What is expected: Could you show all lines in the entries below that contain the string "graph"?

(Collected data)
☆ ☆ ☆

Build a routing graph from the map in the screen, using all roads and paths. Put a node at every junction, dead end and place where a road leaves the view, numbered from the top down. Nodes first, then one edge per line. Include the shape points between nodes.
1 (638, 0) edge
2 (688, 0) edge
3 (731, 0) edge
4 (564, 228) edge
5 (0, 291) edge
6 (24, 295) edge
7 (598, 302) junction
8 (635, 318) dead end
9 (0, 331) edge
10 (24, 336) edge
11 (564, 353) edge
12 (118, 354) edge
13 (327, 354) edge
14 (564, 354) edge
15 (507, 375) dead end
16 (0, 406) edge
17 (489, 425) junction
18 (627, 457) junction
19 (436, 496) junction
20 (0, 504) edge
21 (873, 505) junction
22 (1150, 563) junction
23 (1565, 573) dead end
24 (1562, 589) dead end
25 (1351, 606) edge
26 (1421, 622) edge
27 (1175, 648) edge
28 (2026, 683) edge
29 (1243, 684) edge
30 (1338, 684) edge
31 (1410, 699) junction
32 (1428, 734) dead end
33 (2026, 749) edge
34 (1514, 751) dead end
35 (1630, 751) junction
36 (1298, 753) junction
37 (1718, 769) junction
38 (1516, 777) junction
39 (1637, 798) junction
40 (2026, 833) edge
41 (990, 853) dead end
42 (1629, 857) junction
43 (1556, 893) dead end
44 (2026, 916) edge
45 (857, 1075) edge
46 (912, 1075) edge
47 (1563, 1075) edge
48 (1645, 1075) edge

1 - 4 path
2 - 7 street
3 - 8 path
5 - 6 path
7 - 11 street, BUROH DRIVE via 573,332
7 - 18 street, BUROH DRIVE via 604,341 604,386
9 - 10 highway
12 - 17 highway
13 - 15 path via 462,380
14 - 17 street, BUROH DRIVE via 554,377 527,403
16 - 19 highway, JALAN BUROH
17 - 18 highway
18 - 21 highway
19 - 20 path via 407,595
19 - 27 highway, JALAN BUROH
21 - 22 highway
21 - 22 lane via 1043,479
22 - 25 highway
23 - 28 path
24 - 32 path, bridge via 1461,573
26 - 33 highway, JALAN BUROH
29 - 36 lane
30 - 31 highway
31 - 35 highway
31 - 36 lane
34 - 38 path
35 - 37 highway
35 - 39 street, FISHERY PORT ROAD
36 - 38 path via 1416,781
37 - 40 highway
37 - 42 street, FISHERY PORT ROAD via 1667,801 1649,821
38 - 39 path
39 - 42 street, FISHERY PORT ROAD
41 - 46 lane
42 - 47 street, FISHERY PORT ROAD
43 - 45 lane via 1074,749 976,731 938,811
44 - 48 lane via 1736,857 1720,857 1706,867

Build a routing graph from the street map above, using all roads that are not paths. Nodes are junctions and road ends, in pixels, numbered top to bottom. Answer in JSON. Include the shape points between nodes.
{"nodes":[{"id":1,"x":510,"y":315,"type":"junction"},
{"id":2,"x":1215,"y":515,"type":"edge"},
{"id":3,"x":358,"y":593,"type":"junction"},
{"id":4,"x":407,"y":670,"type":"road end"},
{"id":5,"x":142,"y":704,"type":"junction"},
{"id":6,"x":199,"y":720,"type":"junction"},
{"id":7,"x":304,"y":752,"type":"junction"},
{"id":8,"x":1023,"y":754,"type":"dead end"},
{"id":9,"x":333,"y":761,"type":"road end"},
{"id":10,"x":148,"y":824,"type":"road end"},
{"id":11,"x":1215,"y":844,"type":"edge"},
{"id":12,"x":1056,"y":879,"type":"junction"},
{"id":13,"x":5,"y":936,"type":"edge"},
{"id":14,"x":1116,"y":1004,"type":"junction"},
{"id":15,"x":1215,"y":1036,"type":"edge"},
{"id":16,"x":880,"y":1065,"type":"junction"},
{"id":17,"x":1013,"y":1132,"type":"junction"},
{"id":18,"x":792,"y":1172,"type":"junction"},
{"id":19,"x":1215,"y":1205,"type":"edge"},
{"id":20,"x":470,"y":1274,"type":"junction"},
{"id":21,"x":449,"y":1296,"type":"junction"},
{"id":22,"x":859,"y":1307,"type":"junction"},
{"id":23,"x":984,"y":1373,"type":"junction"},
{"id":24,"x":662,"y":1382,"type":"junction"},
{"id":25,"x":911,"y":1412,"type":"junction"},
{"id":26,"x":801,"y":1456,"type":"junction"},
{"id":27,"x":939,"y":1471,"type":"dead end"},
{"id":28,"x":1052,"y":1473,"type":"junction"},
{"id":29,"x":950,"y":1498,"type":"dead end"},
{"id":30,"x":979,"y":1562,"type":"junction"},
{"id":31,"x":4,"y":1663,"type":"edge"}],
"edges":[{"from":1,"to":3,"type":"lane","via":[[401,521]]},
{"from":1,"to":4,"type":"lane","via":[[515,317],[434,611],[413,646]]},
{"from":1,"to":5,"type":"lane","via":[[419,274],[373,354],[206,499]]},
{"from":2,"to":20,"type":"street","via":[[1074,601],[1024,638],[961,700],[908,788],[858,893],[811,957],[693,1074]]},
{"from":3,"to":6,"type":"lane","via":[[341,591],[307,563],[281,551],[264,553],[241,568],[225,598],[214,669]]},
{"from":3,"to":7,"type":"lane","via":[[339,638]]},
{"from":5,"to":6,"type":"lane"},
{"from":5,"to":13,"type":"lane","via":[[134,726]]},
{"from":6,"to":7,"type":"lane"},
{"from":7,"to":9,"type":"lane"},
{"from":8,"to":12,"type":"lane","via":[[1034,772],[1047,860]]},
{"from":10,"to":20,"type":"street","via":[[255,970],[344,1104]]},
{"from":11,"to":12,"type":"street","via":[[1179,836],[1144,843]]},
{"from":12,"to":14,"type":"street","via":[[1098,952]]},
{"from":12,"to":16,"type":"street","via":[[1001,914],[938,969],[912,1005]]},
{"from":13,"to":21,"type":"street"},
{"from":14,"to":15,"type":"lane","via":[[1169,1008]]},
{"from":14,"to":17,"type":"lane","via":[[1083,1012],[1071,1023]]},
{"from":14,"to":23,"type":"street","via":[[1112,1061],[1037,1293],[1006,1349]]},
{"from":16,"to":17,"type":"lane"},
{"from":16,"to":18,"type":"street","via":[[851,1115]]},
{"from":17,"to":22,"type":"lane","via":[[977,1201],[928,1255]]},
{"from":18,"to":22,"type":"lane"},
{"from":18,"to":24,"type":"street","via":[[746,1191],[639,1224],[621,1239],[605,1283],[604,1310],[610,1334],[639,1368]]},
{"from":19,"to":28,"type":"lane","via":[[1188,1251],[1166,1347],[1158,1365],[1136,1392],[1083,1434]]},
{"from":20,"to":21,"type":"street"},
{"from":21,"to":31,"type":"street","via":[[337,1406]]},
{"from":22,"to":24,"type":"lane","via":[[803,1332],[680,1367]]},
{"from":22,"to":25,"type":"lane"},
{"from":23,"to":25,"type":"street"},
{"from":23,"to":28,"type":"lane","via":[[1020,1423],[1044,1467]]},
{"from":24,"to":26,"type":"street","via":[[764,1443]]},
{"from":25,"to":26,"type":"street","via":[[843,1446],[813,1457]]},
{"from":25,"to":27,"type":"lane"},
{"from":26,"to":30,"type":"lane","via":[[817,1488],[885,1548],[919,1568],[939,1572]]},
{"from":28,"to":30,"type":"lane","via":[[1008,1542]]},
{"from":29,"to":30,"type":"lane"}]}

☆ ☆ ☆

Exercise result:
Build a routing graph from the map in the screen, using all roads and paths. Put a node at every junction, dead end and place where a road leaves the view, numbered from the top down. Nodes first, then one edge per line. Include the shape points between nodes.
Build a routing graph from the street map above, using all roads that are not paths. Nodes are junctions and road ends, in pixels, numbered top to bottom. Answer in JSON. Include the shape points between nodes.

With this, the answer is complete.